Orders Search.[ii] Past pretrial orders issued by a judge can be a valuable tool for practitioners dealing with various trial and pretrial issues, including discovery disputes and questions regarding the admissibility of evidence. While these issues are sometimes addressed in a TC Opinion or a Memorandum Opinion, they are often disposed of in a pretrial order by the judge. Although under Rule 50(f) of the Tax Court Rules of Practice and Procedure these orders cannot be cited as precedent, the Orders Search feature can give taxpayers and practitioners the opportunity to gain insight into how a particular judge rules on various pretrial issues that may be relevant to their pending case.
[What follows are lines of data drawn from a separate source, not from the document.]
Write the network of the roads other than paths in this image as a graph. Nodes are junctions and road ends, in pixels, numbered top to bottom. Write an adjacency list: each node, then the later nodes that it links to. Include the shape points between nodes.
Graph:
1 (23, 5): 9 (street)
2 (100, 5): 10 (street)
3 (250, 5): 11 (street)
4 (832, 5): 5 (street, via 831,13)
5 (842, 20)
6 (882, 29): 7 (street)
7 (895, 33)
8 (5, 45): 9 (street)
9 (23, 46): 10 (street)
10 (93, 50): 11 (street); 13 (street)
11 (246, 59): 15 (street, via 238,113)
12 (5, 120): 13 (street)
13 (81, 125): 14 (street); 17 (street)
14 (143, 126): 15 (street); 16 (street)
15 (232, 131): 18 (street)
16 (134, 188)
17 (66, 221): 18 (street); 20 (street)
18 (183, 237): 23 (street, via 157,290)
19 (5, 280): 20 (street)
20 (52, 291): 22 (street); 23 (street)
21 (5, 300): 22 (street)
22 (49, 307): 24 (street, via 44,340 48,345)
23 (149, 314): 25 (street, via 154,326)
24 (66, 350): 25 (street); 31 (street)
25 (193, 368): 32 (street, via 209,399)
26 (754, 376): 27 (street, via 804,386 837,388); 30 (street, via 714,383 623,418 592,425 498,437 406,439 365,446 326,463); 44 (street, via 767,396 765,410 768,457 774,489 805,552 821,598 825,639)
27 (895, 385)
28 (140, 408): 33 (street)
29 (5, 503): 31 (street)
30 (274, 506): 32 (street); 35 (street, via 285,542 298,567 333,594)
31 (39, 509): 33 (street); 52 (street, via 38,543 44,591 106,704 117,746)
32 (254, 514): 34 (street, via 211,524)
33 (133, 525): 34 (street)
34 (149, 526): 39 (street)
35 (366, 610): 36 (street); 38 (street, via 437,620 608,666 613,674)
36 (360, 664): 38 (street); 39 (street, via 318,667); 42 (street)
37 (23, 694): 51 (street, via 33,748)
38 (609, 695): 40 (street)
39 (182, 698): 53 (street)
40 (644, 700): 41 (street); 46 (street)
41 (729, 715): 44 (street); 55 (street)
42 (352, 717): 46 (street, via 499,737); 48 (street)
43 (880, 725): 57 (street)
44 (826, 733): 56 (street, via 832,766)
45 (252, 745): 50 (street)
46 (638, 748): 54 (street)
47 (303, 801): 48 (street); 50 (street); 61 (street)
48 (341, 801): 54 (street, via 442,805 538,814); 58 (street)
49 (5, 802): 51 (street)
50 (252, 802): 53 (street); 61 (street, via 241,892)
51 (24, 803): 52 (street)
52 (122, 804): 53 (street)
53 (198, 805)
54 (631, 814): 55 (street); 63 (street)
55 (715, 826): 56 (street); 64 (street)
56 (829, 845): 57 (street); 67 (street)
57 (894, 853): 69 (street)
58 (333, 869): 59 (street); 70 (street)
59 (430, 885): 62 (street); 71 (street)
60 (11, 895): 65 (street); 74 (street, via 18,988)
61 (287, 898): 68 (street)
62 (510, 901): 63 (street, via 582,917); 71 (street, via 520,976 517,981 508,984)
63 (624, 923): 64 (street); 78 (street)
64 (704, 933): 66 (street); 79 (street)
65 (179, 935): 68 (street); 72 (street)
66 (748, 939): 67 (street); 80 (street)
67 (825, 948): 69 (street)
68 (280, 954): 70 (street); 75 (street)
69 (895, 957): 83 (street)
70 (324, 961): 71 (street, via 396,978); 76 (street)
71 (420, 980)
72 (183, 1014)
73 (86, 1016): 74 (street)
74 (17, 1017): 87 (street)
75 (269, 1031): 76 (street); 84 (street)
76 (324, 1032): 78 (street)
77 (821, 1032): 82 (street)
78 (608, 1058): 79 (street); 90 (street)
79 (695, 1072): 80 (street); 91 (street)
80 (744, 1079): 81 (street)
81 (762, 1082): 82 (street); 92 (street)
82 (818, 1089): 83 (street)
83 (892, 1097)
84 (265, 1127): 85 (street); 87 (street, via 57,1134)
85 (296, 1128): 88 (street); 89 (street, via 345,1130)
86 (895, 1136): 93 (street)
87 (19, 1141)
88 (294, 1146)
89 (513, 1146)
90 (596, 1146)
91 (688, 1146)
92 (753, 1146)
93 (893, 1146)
These orders are not readily available outside of the Tax Court website and the Tax Court website makes it easy to search the orders, with similar search criteria to the Opinions Search page.
Docket Inquiry.[iii] If there is a particular Tax Court case a taxpayer or practitioner is interested in, the Tax Court website features a Docket Inquiry, which allows users to look up a docket by docket number or by party name. The Docket Inquiry page for a case shows the attorney information for each party, lists all of the filings in a case, and allows the user to view orders, opinions, and decisions the Court has filed in the case. This feature is more limited than docket inquiry searches available for Federal district court cases through pacer.gov, because briefs and other filings by parties are not available electronically to the public for Tax Court cases.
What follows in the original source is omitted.